══ DATA EXTRACTS
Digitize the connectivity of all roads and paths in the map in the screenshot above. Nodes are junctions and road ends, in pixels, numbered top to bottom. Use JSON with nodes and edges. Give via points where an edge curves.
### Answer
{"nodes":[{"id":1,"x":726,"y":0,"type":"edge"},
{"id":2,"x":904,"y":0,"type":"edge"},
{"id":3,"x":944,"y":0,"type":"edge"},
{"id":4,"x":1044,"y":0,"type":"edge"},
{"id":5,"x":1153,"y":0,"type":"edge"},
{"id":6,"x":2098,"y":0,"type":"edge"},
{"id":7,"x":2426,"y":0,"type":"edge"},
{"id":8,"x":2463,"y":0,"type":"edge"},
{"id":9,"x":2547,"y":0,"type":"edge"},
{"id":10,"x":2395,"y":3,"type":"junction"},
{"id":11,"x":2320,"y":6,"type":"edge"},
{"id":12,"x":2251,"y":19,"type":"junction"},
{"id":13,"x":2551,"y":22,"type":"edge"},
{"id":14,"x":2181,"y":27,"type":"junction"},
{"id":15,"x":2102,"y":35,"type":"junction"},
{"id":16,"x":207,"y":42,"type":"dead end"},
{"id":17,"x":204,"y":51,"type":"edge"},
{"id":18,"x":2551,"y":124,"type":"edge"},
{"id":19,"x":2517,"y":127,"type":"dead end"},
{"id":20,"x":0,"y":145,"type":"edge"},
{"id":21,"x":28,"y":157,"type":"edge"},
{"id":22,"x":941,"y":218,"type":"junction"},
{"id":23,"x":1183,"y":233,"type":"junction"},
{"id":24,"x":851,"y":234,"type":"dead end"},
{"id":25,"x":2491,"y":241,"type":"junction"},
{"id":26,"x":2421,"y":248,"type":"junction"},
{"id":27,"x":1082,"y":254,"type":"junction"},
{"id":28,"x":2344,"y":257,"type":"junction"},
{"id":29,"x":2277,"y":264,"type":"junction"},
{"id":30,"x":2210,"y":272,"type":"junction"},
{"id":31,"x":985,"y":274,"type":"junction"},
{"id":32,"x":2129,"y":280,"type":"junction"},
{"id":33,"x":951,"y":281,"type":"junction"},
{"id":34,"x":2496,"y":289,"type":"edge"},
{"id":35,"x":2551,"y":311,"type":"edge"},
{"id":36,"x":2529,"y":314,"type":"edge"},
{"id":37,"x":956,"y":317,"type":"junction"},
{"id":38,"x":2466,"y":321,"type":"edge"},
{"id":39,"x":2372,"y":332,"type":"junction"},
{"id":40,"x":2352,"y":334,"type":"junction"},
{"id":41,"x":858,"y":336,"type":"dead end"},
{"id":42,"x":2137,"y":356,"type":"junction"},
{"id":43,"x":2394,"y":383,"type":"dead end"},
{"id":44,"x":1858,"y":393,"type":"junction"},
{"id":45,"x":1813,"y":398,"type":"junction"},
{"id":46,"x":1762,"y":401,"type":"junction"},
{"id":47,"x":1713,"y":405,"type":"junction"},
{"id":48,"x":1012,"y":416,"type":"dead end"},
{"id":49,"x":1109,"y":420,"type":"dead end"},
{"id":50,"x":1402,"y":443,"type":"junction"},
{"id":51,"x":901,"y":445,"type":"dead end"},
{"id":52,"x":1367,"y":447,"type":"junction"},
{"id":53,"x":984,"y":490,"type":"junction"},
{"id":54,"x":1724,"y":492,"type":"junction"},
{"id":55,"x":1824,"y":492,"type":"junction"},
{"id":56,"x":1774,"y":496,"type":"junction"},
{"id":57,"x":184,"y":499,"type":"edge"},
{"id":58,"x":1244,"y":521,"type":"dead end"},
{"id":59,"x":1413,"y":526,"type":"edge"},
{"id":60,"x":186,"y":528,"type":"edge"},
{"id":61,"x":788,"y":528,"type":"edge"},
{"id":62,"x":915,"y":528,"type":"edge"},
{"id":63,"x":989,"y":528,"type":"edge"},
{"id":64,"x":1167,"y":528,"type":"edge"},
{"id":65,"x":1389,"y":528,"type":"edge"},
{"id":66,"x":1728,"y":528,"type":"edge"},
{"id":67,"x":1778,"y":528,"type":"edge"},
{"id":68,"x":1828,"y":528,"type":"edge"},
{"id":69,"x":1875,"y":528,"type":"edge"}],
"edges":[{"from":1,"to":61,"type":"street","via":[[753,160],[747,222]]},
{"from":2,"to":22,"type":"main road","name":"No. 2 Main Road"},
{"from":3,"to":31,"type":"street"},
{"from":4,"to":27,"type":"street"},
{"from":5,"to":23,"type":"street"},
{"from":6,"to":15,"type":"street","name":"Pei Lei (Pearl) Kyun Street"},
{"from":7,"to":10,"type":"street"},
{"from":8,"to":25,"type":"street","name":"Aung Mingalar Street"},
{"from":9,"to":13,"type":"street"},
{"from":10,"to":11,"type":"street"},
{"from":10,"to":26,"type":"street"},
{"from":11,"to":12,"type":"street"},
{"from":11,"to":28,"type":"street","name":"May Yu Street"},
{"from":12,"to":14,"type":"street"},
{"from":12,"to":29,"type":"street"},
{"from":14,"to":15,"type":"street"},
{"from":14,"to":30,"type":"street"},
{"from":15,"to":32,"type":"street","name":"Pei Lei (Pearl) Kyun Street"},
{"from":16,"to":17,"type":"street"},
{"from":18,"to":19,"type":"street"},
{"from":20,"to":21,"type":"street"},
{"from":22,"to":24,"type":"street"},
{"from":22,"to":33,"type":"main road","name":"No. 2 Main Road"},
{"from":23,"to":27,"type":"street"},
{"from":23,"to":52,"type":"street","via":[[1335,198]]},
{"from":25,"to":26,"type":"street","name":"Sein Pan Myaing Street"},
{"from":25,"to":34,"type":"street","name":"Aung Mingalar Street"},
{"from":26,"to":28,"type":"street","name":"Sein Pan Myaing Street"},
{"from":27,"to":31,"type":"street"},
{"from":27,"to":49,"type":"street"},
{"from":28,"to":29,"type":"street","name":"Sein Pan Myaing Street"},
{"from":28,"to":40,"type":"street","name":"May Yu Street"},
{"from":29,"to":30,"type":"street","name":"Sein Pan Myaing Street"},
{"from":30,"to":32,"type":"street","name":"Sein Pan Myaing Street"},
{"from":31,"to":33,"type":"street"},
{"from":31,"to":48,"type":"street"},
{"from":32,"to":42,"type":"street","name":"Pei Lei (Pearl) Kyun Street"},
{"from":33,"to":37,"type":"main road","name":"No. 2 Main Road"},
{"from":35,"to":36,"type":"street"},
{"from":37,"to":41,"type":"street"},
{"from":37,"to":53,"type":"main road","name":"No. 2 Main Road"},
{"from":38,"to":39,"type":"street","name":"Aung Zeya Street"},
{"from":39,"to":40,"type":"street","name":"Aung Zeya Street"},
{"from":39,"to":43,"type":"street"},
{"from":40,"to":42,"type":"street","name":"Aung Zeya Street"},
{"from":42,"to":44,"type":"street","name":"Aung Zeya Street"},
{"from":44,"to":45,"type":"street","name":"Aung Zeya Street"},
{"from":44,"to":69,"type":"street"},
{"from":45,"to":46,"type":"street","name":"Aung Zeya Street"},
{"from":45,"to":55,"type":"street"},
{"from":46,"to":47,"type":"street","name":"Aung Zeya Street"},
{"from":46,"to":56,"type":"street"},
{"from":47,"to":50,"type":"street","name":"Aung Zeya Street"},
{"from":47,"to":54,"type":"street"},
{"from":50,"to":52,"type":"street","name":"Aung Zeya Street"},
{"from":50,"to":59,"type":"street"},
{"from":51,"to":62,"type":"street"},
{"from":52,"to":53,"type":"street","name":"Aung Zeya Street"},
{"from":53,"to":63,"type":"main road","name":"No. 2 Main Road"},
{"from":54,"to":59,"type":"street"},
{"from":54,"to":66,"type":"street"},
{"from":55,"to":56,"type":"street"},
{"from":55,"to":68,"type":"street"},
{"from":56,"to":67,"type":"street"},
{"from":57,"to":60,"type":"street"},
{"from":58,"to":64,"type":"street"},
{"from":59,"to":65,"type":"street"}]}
════
### WORK ITEM:
The answer should be a single number: the count of lines in the records that hold the string "Kyun".

### TASK RESULT:
3